The good news for Capitals fans is it appears Trotz knows trying to change Ovechkin isn't an option because it can do more harm than good. The only change he's making is moving Ovechkin to left wing, but that's where he's most comfortable anyway.
Ovechkin is a rare breed, sort of like Brett Hull and Pavel Bure. His mindset is on scoring goals, and he goes into every game thinking that's what he has to do or he'll put his team at risk of failure.
The notion Trotz needs to change him, or fix him, is misleading because it suggests what he has been doing isn't good or that he's broken. Ovechkin scored 51 goals last season. He's not broken. And his minus-35 rating gets overblown because it's also telling of the players he was playing with.
Ovechkin's possession numbers were good relative to his teammates (his 49.5 percent Corsi-for percentage was second among Washington's forwards last season, according to ProgressiveHockey.com), but he didn't receive any goal support, for or against.
His teammates barely scored when they were on the ice with him in 5-on-5 situations, producing a .037 shooting percentage; Ovechkin had a .090 shooting percentage. Ovechkin scored 23 goals in 5-on-5 situations; his primary linemates, Nicklas Backstrom and Marcus Johansson, combined for 13.
Washington's goalies didn't help either. They had a .906 save percentage when Ovechkin was on the ice. It was an .894 save percentage when it was Ovechkin with Backstrom and Johansson. The goalies had a .918 save percentage overall.
Had the players around Ovechkin done more, his plus-minus would have been better, and perhaps the Capitals would have made the playoffs.
So instead of changing him or fixing him, what Trotz will instead try to do is give Ovechkin more responsibility. It's the right move.
Convincing Ovechkin he'll benefit most by forechecking with greater speed, checking harder through the neutral zone and getting rid of the glide in his game is the best thing Trotz can do for Ovechkin.
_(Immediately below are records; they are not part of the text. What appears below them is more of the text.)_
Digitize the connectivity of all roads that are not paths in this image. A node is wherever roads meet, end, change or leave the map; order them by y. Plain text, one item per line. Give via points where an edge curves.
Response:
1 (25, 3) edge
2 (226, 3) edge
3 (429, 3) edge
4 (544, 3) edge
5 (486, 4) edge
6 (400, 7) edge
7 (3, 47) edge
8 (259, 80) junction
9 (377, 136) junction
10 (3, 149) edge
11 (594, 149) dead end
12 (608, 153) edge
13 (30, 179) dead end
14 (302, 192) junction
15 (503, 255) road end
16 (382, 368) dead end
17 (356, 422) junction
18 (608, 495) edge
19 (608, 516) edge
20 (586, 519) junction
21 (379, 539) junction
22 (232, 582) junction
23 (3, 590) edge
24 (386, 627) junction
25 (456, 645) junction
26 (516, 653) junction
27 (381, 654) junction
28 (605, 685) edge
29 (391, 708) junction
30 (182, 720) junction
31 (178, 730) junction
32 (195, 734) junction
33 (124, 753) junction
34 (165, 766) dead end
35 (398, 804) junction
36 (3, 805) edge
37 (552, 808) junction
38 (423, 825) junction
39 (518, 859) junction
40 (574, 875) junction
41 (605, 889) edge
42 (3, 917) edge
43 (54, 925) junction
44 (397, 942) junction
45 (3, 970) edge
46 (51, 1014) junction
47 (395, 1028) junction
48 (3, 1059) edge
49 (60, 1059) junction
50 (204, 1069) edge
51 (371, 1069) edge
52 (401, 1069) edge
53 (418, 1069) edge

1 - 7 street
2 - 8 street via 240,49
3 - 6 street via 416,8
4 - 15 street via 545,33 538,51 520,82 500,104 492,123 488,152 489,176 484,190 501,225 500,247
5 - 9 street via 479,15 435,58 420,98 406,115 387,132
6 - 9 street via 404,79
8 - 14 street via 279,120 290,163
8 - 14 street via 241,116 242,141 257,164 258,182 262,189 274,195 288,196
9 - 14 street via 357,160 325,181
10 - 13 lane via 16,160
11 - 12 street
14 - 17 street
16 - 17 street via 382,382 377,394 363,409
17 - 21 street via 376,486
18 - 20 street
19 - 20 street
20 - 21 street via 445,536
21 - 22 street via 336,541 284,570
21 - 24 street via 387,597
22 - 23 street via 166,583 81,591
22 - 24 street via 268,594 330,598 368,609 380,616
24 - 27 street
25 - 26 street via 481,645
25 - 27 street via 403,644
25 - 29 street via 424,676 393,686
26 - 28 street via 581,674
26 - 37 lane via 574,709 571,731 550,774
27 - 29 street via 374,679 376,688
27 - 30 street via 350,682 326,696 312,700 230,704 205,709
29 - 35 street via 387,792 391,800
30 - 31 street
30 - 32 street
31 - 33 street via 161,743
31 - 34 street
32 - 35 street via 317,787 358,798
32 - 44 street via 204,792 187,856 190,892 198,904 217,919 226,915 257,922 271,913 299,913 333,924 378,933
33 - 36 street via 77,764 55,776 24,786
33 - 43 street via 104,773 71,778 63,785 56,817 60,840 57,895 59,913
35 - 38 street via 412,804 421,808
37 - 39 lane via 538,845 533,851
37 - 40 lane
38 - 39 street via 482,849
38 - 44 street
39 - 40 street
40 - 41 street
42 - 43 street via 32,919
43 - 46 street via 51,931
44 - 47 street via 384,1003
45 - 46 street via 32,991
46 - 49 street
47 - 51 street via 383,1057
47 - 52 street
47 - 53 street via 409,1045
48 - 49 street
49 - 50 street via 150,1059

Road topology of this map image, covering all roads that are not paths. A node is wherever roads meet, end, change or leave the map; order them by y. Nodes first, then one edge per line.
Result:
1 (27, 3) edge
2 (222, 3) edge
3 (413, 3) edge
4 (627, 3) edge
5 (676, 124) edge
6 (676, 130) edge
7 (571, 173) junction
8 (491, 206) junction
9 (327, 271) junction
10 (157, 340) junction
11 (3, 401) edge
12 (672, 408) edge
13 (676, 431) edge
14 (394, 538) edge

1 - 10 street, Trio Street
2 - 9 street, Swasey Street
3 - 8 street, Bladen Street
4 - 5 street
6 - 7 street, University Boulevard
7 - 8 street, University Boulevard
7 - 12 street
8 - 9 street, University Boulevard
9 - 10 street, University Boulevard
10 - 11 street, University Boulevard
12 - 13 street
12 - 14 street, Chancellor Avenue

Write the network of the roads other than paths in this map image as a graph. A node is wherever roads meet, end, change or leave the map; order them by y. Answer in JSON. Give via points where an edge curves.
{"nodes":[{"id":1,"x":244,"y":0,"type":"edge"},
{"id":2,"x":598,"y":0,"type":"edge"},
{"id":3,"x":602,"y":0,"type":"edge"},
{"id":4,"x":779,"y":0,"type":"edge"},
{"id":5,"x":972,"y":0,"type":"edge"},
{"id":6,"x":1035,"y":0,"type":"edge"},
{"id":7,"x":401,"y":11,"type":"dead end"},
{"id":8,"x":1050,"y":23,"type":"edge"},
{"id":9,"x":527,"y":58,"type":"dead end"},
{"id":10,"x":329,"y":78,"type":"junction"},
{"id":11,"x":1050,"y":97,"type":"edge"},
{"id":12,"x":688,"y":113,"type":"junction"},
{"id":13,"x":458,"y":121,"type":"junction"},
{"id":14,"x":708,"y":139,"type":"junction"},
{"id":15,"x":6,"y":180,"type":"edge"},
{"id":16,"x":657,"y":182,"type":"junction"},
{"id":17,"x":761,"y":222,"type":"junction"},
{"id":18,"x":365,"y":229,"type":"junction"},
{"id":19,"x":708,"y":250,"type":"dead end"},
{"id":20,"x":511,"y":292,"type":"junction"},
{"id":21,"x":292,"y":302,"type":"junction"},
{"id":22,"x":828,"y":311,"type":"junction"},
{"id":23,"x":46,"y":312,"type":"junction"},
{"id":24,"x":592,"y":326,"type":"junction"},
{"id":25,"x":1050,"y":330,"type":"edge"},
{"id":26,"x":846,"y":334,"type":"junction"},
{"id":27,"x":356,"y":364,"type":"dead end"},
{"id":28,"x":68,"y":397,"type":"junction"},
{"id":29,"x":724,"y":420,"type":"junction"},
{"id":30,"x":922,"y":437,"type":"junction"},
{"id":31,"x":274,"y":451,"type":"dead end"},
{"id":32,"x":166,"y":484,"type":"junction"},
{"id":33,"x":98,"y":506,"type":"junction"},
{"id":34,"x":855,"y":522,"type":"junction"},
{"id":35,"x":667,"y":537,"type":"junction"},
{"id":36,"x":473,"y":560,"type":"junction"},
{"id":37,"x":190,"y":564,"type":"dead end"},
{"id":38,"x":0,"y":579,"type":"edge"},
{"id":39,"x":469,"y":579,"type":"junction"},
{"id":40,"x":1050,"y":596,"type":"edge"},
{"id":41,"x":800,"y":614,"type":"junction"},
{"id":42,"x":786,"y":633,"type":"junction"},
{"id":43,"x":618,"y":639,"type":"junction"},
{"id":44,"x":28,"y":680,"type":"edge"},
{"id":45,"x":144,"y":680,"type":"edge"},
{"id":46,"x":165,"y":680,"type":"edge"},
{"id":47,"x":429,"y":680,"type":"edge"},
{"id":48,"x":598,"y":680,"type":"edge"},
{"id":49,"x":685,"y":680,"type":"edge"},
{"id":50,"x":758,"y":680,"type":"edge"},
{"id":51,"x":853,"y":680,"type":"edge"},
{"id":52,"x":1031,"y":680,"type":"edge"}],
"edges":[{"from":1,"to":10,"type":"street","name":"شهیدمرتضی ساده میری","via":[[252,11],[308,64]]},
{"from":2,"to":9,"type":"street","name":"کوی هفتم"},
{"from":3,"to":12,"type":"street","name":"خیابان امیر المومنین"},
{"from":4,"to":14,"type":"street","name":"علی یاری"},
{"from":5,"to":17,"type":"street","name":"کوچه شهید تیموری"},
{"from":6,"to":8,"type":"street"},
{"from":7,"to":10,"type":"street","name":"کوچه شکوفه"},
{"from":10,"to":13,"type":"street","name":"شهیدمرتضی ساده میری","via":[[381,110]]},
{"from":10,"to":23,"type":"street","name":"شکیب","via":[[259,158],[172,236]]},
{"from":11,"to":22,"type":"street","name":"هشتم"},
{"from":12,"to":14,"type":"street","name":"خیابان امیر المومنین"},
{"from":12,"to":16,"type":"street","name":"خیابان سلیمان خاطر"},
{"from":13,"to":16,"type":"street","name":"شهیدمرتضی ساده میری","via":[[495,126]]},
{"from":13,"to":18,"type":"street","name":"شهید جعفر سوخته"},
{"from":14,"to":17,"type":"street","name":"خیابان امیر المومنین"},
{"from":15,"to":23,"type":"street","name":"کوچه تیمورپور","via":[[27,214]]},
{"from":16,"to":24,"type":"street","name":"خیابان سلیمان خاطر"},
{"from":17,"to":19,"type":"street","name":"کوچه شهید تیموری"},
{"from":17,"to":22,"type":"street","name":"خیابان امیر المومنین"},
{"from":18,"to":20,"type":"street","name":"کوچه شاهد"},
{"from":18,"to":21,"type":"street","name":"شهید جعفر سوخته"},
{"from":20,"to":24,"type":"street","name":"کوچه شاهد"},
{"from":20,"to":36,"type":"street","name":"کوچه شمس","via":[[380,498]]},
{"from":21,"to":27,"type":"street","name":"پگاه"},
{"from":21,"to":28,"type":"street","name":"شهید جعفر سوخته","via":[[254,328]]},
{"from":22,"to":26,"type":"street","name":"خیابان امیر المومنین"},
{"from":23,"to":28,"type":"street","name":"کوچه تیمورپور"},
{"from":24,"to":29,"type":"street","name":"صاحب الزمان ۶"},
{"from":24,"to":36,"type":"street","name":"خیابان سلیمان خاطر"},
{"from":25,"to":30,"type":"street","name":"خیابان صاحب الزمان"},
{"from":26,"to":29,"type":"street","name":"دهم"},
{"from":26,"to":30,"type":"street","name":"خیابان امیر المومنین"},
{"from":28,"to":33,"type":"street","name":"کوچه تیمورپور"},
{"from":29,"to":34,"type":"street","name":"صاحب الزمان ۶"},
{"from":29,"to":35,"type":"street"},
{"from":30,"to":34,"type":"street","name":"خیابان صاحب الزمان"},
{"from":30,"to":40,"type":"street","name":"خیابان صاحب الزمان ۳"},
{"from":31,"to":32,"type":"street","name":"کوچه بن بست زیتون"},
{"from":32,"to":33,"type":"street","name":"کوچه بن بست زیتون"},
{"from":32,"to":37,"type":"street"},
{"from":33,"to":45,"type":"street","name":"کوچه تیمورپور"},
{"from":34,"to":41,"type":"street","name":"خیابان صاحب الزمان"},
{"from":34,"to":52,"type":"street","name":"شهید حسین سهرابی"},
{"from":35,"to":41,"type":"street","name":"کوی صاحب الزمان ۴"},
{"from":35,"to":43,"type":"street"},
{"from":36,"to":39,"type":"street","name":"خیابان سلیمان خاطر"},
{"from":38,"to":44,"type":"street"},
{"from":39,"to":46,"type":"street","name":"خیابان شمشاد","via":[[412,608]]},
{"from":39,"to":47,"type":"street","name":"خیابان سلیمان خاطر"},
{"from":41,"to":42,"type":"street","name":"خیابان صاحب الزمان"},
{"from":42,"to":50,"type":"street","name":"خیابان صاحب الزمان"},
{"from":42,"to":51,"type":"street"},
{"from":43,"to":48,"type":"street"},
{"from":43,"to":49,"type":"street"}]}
If Trotz can convince Ovechkin to work harder and do more away from the puck, then Ovechkin will have the puck more. If Trotz can do that, he should be able to get the maximum out of Ovechkin without stunting the areas of his game that make him great.
"The things that Alex does as a player, I can't teach," Trotz said. "There's no one really who can teach him that. That's the special part. The stuff he can get better, so he can get the puck more, so he can do the things that he does, I can teach him that."
Trotz knows trying to turn Ovechkin into a 200-foot player is unrealistic. He's not a 200-foot player, nor should he be. Ovechkin is a goal scorer, so he should have the puck as much as possible.
The idea of Ovechkin working his tail off in the defensive zone should be troubling to Trotz, the Capitals and their fans because it means he's playing in the defensive zone. Ovechkin is not a valuable player when he's 200 feet away from the net, no matter how hard he plays.
He's valuable when he has the puck, and the idea is to get him the puck more. Ovechkin has to do his part too. He went 16 consecutive games last season without an even-strength goal. That can't happen. That shouldn't happen.
"All he has to do is understand there's some detail that will get him the puck more or his teammates to get him the puck more," Trotz said. "I want him to have the puck. I want us to hang onto the puck. When we don't have it, I want to have a really good plan and a really good work ethic to get it back quickly so we can have it again and do what I think is a strength for our players."
Getting Ovechkin to buy into all of that shouldn't be difficult because he wants to win and shake the embarrassment he felt not making the playoffs last season.
"We have a new life," Ovechkin said. "You have to move forward all the time. I hope we're going to do it."
They have a chance if Trotz and Ovechkin are on the same page, buying into each other, listening and learning from each other. That's not a stretch to say either.